Cosa è la falsa identità? È tutto ciò con cui ci identifichiamo momentaneamente. Ogni volta che diciamo: sono malato, sono affamato, sono stanco, sono triste, sono felice…. Sono tutte false identità, momentanee.

Chi è felice? Chi è stanco, affamato, triste?

L’ego si identifica facilmente con qualcosa di esterno, ogni volta che lo fa, crea una falsa identità. Ogni volta che ciò si manifesta, dovremmo essere così bravi da lasciarla andare, senza creare attaccamenti e senza identificarsi in quella emozione di passaggio, perché noi non siamo quel momento, lo stiamo solo attraversando, fa parte di noi ma non ci identifica.

E’ l’ego, la mente, che crea queste false identità, che si identifica nel corpo e nelle sensazioni che proviamo.

Ciò che dovremmo fare è mettere un briciolo di distanza….anche rispetto a ciò che accade materialmente al nostro corpo. Non dovremmo dire “ho male al piede” ma dire “il mio piede ha dolore”. Una parte di me ha dolore, non sono io, nella mia totalità, ad averlo. Non siamo solo il nostro piede o la nostra mano o il nostro stomaco o la nostra schiena. Sono parti di noi, ma non ci rappresentano.

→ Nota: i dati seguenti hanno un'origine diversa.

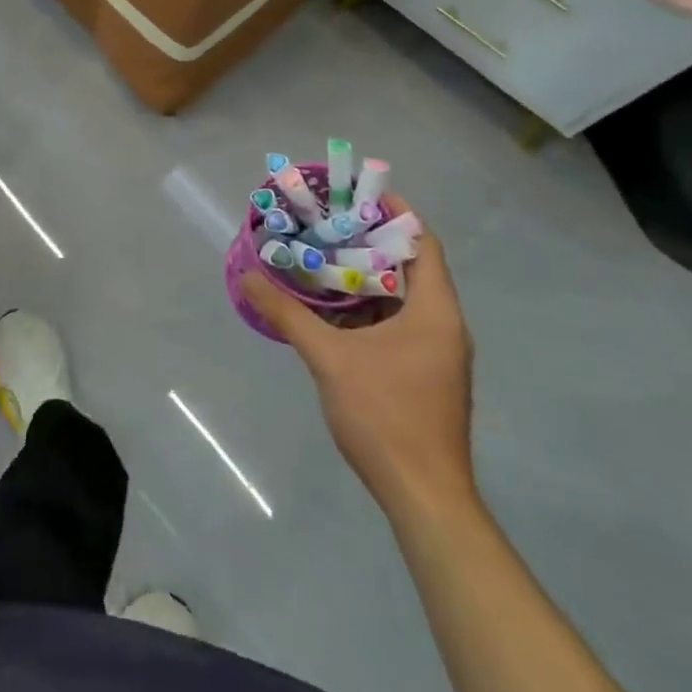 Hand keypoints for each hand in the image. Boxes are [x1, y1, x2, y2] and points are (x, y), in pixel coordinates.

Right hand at [241, 197, 474, 520]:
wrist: (424, 497)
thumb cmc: (385, 416)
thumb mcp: (329, 359)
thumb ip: (288, 314)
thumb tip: (247, 277)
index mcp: (435, 312)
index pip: (422, 243)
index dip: (395, 214)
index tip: (357, 194)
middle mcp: (444, 326)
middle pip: (412, 267)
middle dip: (370, 242)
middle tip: (328, 223)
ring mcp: (438, 353)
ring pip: (404, 298)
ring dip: (368, 277)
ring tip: (325, 256)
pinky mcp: (427, 374)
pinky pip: (400, 323)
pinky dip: (370, 308)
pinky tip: (334, 309) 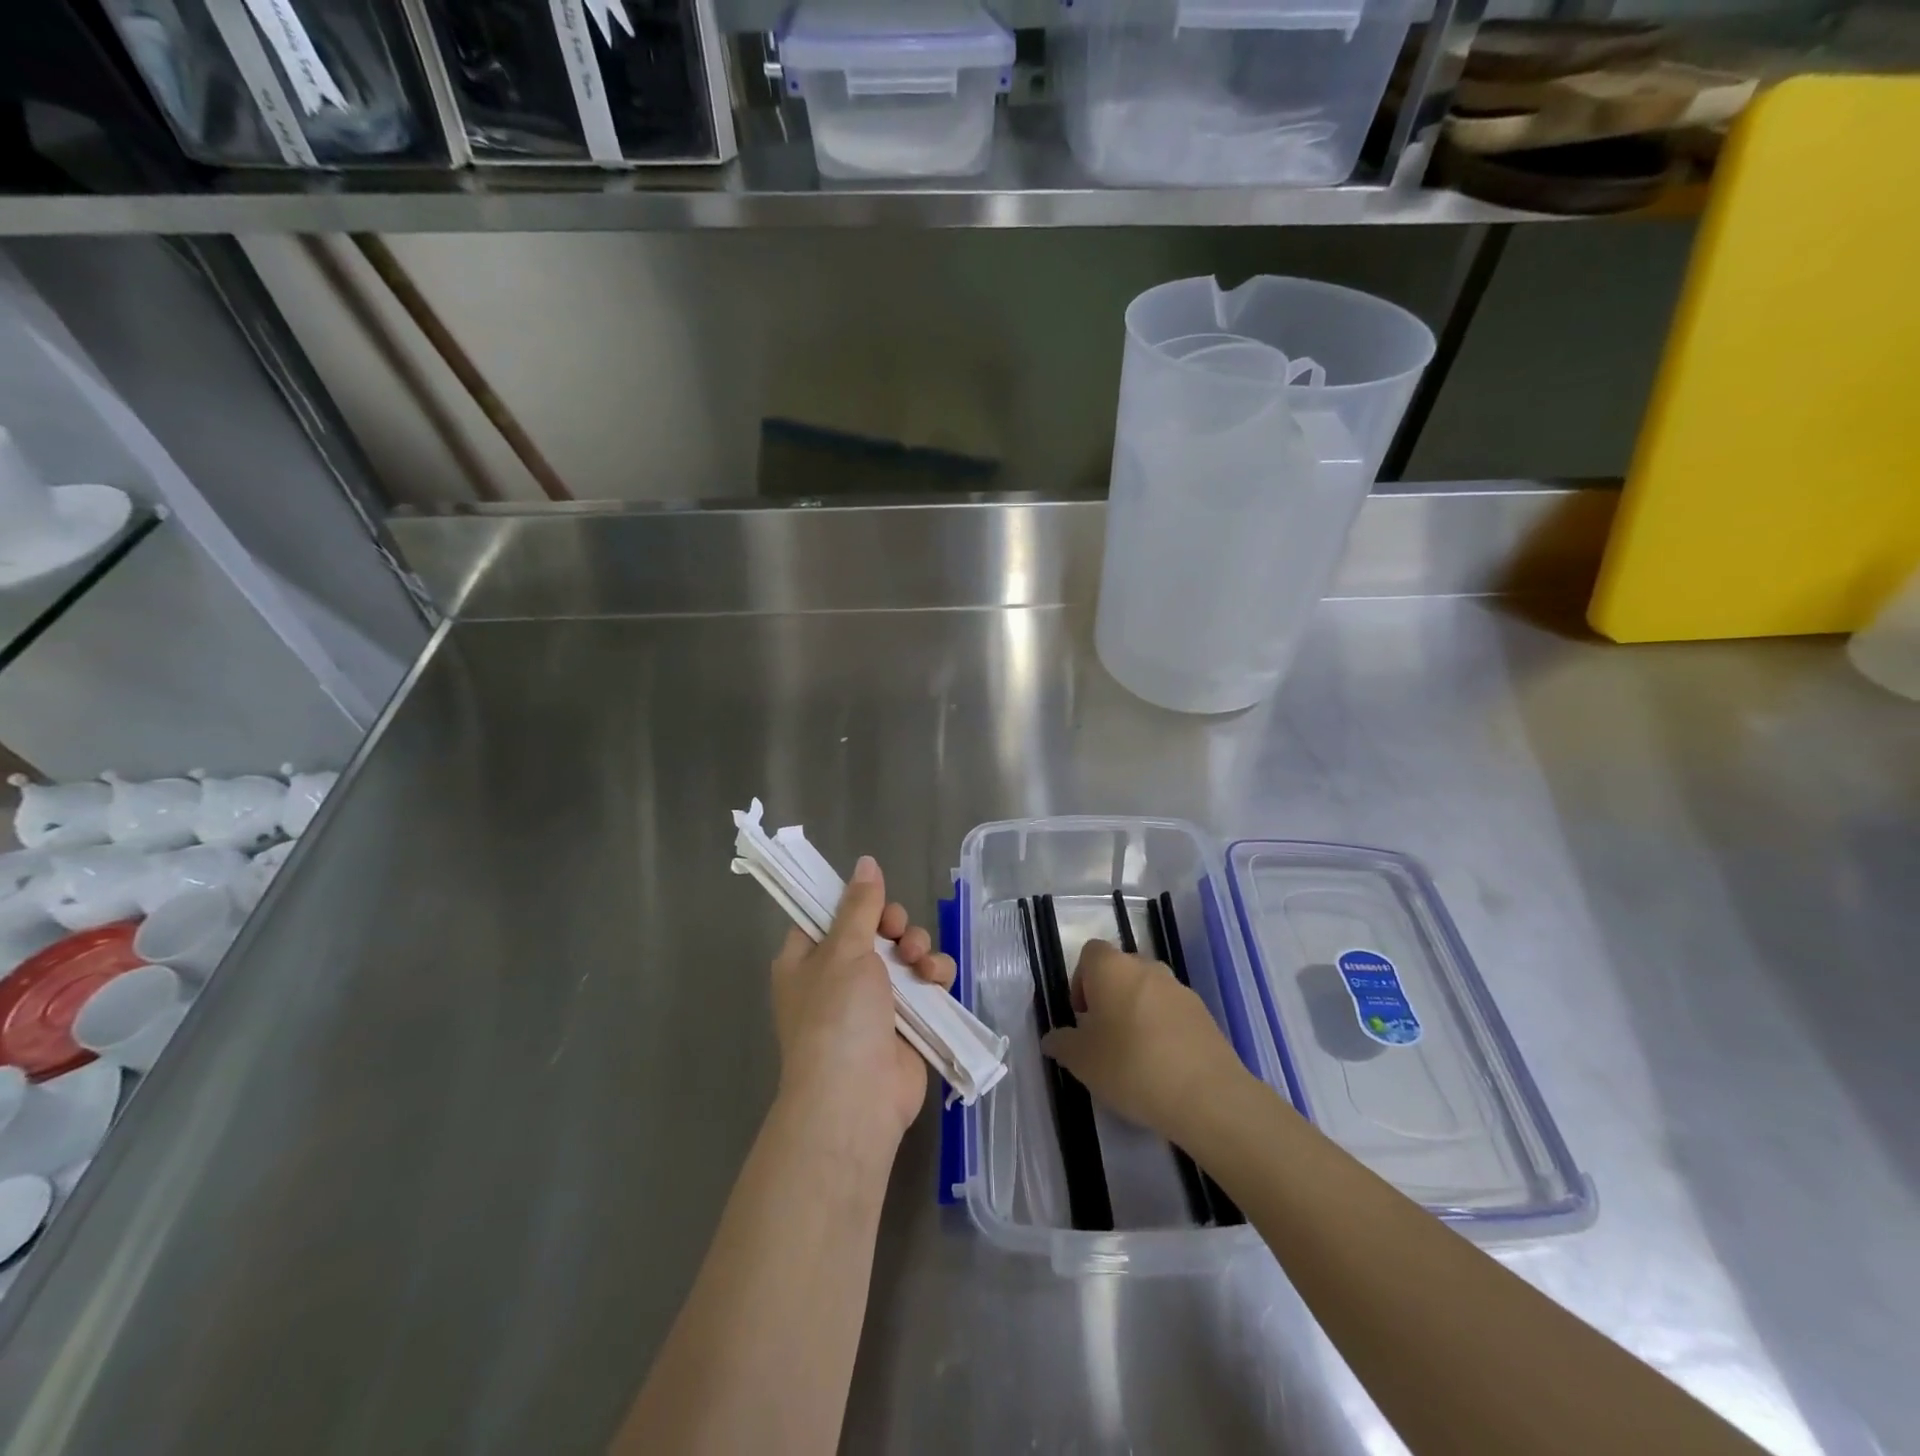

Questo può permetterci di prendere  la giusta distanza dal dolore, provarlo sì, ma non diventarlo, non farci risucchiare totalmente da esso. Dargli il giusto peso, così da poterlo gestire meglio. Guardarlo, osservarlo, comunicare con le parti del nostro corpo ma restando comunque saldi nella consapevolezza che non siamo solo quella parte.

Ogni giorno rivestiamo duemila ruoli: siamo autisti arrabbiati quando guidiamo la macchina, siamo genitori, siamo compagni, siamo amanti, siamo figli, colleghi, insegnanti, ma in realtà….. chi siamo?